I have the impression that families, and doctors, too, perhaps, soothe the sick in order to protect themselves from their agony. As a buffer against the excessive, unbearable disorder which the ugliness of another’s death creates in the midst of one’s own life.

“Writing about illness,” I underlined last night in an essay by Roberto Bolaño, “especially if one is seriously ill oneself, can be an ordeal. But it is also a liberating act,” I hope this applies to us carers too, “exercising the tyranny of illness,” this is something we never talk about, and it is true: the oppressed need to oppress, the threatened want to threaten, the sick yearn to disrupt the health of others, “it is a diabolical temptation,” we carers also have temptations, especially of the diabolical variety.

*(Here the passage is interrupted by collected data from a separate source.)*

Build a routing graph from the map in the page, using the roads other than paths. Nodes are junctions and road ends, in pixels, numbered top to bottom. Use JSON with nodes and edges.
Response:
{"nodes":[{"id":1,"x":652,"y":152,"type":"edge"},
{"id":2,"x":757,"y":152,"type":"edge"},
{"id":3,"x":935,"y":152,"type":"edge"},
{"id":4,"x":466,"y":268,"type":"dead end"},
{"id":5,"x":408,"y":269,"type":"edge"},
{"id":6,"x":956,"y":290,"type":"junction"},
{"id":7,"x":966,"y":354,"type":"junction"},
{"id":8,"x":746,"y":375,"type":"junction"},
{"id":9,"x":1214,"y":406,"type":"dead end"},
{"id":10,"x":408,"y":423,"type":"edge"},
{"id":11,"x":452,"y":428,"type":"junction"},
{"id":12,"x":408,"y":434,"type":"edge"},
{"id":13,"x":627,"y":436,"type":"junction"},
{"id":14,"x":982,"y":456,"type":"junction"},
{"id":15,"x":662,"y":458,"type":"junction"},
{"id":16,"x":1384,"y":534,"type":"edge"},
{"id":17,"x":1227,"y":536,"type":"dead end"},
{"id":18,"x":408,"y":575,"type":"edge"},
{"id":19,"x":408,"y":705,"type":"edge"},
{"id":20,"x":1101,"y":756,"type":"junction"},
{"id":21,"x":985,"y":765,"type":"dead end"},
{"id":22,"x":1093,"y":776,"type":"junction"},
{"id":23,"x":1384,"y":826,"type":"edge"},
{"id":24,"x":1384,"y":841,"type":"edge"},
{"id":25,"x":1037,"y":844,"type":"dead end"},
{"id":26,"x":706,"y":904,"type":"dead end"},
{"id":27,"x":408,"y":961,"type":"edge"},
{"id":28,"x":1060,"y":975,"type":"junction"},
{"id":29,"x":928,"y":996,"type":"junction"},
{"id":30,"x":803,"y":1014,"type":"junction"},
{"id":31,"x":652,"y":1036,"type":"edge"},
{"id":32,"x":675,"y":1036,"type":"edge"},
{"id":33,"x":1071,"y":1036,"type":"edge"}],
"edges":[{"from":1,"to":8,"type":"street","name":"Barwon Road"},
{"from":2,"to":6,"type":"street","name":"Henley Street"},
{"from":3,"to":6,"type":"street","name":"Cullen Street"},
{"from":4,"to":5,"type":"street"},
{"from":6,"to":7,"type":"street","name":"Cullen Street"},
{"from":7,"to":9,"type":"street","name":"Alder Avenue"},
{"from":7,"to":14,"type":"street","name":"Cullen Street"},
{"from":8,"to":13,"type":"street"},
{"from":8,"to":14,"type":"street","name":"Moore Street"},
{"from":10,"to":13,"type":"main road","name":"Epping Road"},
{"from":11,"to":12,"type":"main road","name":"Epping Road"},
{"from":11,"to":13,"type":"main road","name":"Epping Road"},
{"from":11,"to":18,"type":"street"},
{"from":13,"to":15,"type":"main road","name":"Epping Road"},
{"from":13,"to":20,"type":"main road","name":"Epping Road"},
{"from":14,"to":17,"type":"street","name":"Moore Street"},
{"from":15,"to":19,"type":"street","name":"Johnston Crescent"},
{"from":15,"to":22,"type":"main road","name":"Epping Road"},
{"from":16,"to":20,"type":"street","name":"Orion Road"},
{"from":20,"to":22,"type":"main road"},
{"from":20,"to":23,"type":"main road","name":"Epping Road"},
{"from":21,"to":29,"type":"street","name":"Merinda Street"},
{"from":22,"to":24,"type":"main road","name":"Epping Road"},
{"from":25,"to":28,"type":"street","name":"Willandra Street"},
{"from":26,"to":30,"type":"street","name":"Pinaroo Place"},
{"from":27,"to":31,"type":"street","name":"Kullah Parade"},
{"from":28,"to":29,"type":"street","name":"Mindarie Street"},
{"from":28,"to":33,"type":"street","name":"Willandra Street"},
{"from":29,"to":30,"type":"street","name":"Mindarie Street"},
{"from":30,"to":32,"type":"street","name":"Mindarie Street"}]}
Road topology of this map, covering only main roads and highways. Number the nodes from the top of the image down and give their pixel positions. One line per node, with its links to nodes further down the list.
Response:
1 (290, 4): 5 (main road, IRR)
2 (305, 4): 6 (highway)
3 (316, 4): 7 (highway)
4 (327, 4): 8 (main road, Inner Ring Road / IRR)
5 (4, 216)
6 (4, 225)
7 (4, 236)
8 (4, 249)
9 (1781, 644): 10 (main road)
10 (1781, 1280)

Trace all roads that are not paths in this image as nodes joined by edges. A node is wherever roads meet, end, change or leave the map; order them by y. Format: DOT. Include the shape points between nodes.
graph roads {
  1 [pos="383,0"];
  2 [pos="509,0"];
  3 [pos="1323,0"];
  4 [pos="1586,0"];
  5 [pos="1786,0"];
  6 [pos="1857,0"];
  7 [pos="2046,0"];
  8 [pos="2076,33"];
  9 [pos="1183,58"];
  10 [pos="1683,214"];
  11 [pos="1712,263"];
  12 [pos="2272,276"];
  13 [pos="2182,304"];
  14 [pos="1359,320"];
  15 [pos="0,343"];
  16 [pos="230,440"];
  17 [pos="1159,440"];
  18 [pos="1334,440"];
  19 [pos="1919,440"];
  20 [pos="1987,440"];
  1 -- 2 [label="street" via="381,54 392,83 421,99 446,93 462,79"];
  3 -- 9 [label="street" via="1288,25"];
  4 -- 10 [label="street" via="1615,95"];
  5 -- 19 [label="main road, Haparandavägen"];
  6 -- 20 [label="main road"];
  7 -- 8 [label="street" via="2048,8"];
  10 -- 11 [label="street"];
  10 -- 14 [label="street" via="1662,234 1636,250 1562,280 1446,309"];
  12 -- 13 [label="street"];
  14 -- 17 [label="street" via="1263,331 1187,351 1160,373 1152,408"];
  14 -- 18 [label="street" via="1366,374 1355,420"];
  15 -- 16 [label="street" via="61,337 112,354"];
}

“What did Mallarmé mean when he said the flesh was sad and that he had read all the books? That he was sated with reading and sated with fucking? That, beyond a certain moment, every book and every act of carnal knowledge is a repetition?” I very much doubt it, that moment could only be marriage, “I believe Mallarmé is speaking of illness, of the battle it unleashes against health, two totalitarian states or powers,” illness not only takes control of everything, it also rereads everything, makes things speak to us of it. “The image that Mallarmé constructs speaks of illness as a resignation to living. And to turn around this defeat he unsuccessfully opposes reading and sex.” What else could we oppose?

The two of us lie on our backs in his bed, shoulder to shoulder, covered in sweat, catching our breath, floating in that fleeting moment of oblivion. I tried to go from my body to the idea. I think better after I have felt my entire body.
I asked him whether, beyond genetics, he believed psychological factors were at work in illnesses such as Mario’s. According to some theories, Ezequiel replied, we become ill in order to find out whether we are loved.
I dressed and slammed the door.
I called my mother in tears. She told me I was right to get it off my chest. Immediately, as if through telepathy, my sister called me. She asked me how Mario was and told me about some flights she had just found.
When I contemplate him, skinny and white as any sheet, I sometimes think: This isn’t Mario. It can’t be him. My Mario was different, not like this at all.
Yet at other times I wonder: What if this is the real Mario? And rather than having lost his essence, what remains is the essential part of him? Like a distillation? What if we are misinterpreting our loved ones’ bodies?